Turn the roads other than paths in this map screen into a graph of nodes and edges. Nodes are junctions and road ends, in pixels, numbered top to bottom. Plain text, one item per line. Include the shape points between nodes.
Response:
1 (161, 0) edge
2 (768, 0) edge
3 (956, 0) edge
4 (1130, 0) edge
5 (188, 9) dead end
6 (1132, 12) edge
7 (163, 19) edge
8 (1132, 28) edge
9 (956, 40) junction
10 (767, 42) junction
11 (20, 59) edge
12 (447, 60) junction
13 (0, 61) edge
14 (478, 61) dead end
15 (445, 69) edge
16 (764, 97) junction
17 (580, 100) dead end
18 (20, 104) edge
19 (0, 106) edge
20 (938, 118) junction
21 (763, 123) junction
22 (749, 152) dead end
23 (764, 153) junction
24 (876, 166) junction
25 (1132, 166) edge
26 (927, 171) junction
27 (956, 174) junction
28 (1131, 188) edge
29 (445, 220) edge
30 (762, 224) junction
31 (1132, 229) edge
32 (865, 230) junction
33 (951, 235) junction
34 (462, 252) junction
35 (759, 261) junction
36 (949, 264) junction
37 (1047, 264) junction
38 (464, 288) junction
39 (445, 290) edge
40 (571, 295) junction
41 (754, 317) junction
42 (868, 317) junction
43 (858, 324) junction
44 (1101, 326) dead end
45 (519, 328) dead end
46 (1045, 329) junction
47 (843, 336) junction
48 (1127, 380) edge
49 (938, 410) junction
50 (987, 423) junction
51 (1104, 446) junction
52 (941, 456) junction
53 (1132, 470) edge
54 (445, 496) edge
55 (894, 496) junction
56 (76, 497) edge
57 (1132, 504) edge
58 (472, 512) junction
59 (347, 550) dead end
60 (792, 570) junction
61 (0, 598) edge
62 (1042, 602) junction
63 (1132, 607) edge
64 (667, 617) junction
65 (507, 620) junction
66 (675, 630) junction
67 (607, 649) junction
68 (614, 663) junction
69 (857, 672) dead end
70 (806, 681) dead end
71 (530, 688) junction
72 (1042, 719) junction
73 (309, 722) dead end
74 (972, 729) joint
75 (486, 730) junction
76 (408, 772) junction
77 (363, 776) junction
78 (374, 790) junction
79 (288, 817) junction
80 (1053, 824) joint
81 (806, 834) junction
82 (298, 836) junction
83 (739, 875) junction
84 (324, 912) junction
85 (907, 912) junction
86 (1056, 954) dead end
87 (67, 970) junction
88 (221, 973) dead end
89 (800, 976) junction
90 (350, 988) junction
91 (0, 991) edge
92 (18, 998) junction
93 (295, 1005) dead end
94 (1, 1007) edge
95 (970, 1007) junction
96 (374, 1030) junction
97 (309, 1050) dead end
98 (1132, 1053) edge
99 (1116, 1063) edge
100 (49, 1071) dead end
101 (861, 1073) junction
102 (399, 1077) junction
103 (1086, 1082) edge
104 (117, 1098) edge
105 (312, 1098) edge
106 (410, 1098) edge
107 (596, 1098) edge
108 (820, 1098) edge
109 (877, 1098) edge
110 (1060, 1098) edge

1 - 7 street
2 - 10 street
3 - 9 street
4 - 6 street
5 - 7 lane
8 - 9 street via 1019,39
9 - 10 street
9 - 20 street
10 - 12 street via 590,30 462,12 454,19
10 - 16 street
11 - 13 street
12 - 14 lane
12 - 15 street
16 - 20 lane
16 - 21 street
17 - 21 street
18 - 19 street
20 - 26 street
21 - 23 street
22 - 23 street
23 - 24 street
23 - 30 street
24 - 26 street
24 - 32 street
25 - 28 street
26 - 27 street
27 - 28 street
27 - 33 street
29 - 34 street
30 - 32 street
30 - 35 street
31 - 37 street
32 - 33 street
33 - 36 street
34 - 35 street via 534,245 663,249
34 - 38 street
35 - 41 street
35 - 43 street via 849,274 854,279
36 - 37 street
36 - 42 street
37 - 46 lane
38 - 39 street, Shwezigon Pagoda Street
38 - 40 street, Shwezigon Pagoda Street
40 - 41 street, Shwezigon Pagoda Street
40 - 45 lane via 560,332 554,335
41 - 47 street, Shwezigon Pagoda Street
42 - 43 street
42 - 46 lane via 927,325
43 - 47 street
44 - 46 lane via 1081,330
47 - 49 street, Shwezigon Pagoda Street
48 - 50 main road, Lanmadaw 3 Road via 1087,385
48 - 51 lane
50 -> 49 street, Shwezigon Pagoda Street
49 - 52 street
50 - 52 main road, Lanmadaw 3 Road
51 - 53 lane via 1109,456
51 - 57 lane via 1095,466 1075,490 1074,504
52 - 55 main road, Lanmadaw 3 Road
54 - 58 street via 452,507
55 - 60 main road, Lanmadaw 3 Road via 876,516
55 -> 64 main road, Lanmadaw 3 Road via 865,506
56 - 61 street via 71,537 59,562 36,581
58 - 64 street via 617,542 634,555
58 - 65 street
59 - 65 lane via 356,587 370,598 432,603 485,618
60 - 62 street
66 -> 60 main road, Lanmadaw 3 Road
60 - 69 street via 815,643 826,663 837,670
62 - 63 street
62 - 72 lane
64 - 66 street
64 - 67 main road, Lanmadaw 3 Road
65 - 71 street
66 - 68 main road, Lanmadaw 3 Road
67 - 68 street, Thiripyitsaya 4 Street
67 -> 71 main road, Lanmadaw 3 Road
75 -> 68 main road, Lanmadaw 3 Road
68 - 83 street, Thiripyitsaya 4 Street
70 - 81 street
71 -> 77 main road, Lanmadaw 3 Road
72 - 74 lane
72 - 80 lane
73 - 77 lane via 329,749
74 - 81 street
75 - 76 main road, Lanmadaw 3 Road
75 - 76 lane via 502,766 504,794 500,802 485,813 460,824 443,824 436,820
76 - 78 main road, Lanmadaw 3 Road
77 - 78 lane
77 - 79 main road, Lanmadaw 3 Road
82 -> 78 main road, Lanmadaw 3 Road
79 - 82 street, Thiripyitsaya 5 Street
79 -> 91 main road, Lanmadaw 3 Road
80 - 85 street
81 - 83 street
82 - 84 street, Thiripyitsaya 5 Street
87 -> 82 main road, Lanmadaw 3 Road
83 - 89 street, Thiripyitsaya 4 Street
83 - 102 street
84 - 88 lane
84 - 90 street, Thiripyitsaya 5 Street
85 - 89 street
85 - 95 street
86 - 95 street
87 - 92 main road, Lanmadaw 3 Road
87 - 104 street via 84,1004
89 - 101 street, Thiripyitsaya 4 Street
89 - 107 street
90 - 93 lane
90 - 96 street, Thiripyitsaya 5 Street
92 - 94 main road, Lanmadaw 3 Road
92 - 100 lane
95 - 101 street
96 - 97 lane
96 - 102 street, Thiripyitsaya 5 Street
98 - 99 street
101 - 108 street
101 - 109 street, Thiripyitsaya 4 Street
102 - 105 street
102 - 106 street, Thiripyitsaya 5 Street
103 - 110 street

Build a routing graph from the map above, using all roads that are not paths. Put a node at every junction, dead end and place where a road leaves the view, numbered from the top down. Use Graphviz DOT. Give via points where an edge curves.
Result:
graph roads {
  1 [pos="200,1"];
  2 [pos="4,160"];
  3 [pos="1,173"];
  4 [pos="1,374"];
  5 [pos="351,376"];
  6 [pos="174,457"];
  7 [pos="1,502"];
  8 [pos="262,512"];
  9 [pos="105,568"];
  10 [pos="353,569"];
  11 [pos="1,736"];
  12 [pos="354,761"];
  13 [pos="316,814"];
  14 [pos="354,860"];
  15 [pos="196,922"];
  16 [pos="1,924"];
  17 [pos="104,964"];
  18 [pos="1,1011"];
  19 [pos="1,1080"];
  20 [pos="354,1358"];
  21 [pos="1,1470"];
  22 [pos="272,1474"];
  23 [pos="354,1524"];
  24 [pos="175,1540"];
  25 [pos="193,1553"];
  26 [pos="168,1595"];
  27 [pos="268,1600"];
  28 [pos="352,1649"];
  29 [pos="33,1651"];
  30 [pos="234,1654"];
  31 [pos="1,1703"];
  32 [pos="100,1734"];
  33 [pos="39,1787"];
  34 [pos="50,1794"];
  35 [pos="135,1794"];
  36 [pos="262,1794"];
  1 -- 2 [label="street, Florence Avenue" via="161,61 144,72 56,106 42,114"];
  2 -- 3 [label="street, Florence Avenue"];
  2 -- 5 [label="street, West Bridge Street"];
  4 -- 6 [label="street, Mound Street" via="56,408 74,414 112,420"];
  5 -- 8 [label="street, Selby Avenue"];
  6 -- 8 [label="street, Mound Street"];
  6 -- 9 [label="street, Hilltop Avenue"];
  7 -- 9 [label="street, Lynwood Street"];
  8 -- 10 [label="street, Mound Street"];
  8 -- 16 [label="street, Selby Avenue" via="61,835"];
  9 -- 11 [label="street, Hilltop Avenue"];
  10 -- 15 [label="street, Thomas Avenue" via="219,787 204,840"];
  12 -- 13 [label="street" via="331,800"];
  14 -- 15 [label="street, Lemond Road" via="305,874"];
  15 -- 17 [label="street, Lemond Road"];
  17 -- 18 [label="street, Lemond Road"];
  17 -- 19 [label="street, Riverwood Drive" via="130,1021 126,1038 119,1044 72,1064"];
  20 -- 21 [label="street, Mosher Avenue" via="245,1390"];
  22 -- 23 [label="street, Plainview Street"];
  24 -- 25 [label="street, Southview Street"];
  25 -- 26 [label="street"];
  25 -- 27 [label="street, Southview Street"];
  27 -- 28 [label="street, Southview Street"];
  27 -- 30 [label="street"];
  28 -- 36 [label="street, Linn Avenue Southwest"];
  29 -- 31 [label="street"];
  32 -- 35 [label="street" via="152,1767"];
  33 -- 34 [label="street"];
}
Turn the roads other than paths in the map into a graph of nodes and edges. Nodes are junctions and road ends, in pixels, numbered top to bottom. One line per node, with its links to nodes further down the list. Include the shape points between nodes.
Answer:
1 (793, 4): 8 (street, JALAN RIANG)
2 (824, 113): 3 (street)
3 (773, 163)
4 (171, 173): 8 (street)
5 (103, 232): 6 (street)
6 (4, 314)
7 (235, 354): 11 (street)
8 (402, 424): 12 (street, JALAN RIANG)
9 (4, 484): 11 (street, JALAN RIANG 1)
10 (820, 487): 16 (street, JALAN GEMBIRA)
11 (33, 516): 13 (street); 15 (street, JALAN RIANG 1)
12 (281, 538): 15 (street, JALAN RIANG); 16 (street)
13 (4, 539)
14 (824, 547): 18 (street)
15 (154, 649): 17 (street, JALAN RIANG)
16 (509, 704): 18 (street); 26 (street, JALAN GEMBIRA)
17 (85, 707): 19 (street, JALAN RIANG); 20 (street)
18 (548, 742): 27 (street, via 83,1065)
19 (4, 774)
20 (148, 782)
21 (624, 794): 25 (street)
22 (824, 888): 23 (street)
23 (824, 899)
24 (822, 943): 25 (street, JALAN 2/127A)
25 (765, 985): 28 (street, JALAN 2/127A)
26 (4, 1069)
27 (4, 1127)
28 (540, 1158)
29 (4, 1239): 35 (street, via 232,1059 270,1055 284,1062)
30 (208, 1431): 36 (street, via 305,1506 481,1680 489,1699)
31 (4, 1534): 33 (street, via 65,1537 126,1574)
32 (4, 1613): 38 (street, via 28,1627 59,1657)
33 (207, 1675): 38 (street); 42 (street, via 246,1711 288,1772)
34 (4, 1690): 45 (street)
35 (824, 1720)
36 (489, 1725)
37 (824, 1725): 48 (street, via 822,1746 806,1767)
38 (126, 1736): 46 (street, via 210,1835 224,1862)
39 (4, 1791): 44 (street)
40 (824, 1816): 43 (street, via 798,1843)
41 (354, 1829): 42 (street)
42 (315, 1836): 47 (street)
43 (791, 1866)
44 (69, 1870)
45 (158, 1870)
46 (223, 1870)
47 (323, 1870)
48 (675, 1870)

————

_Try it_
Filter the lines above so that only those with the string "Shwezigon" remain, then copy them.

_Written solution_
38 - 39 street, Shwezigon Pagoda Street
38 - 40 street, Shwezigon Pagoda Street
40 - 41 street, Shwezigon Pagoda Street
41 - 47 street, Shwezigon Pagoda Street
47 - 49 street, Shwezigon Pagoda Street
50 -> 49 street, Shwezigon Pagoda Street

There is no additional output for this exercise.